For certifying the randomness in the outputs O_n relative to the inputs I_n and Eve, we must assume that the outputs O_n are kept private and not accessible to Eve. We allow Eve to hold classical or quantum side information about the state prepared at a trial. At the same time, we allow Eve to manipulate the distribution of the possible inputs and the specific forms of the associated measurements at the trial, as long as these manipulations satisfy the prespecified imperfection bounds. We assume that by manipulations Eve can access classical side information but not quantum side information about the measurement performed.

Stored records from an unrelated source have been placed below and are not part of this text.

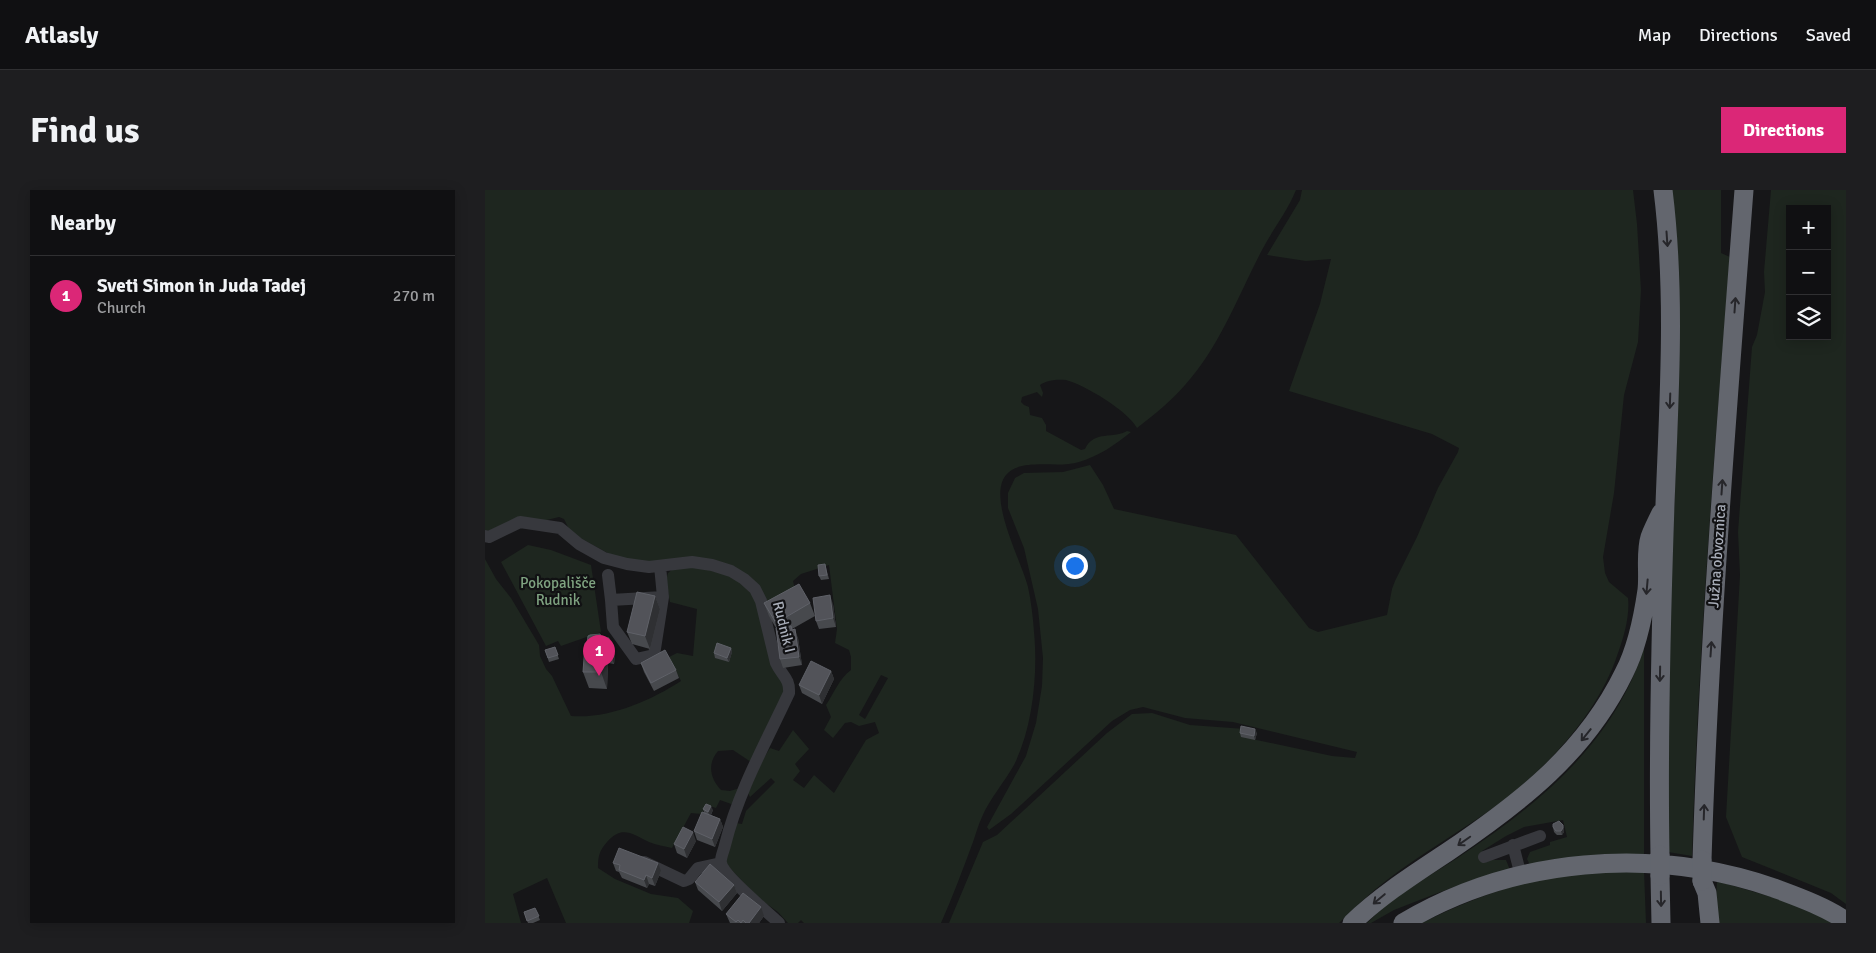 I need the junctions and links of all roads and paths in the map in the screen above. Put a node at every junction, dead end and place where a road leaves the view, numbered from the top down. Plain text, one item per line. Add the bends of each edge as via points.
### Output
1 (1663, 190) edge
2 (1744, 190) edge
3 (1665, 503) junction
4 (485, 536) edge
5 (659, 566) junction
6 (608, 575) dead end
7 (663, 597) junction
8 (611, 600) junction
9 (1540, 836) dead end
10 (1513, 845) junction
11 (630, 855) edge
12 (1484, 857) dead end
13 (721, 863) junction
14 (1521, 876) junction
15 (1701, 881) junction
16 (1846, 921) edge
17 (779, 923) edge
18 (1352, 923) edge
19 (1403, 923) edge
20 (1661, 923) edge
21 (1701, 923) edge
22 (1711, 923) edge

1 -> 3 highway via 1670,278 1671,381
15 -> 2 highway, Južna obvoznica, bridge via 1715,576
3 -> 18 highway via 1650,538 1647,588 1638,634 1625,672 1588,732 1533,790 1385,894
3 -> 20 highway, bridge via 1660,680
4 - 5 street, Rudnik I via 520,522 560,528 579,544 604,558 627,564
5 - 7 street
5 - 13 street, Rudnik I via 692,562 712,565 744,579 755,589 761,601 776,664 790,685 730,826
6 - 8 street
7 - 8 street
7 - 8 street via 654,655 636,659 613,627
9 - 10 street
10 - 12 street
10 - 14 street
11 - 13 street via 684,881 698,868
13 - 17 street via 735,883
14 - 16 highway via 1594,863 1691,868 1754,881 1807,901
14 - 19 highway via 1456,896
15 - 21 highway, Južna obvoznica
15 - 22 highway via 1707,893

The method to be presented allows classical correlations between Eve’s side information about the state prepared and Eve’s partial knowledge of the input and measurement used at each trial. That is, the state prepared can be classically correlated with the input selected or the measurement performed. We emphasize that our method cannot be applied in the case where at each trial Eve’s side information about the state is correlated in a quantum manner with Eve’s partial knowledge of the input and measurement. Moreover, although we allow Eve to manipulate the input distribution, we assume that before a trial Eve has no perfect knowledge of which specific input to be selected at the trial. This assumption is required for security analysis; otherwise, Eve can deterministically forecast the output of the trial, and it would be therefore impossible to certify randomness²⁴.

Main idea of our method

For certifying randomness with respect to classical and quantum side information, we construct probability estimation factors (PEFs)^25,26 and quantum estimation factors (QEFs)^27,28, respectively. Both a PEF and a QEF are non-negative functions of the input I and output O of a trial, denoted by F_c(I, O) and F_q(I, O). The key observation is that the smooth conditional min-entropies $$ H_{\min ,\mathrm{c}}^{{ϵ}_s}\left({\mathbf{O}}_n\mid {\mathbf{I}}_n,\mathrm{Eve}\right)$$ and $$ H_{\min ,\mathrm{q}}^{{ϵ}_s}\left({\mathbf{O}}_n\mid {\mathbf{I}}_n,\mathrm{Eve}\right)$$ can be bounded from below, once we know the respective products $$ {\prod }_{k=1}^n{F}_{\mathrm{c}}\left(i_k,o_k\right)$$ and $$ {\prod }_{k=1}^n{F}_{\mathrm{q}}\left(i_k,o_k\right)$$. Here, i_k and o_k are the observed values of the input and output at the k’th trial. This key observation can be formalized by Theorem 1 and Theorem 2 in the “Methods” section. We emphasize that PEFs and QEFs can use the result of each trial for both verifying and accumulating randomness. Both PEFs and QEFs have been constructed for certifying device-independent randomness^15,25–28. In this work, we develop methods to construct PEFs and QEFs for the scenario of our interest. In particular, the PEFs and QEFs constructed are adapted to the adversarial imperfections in both the state source and the measurement apparatus. Both PEFs and QEFs have the advantage that significantly less data is required in order to certify a fixed amount of randomness. Details for constructing PEFs and QEFs are discussed in the “Methods” section.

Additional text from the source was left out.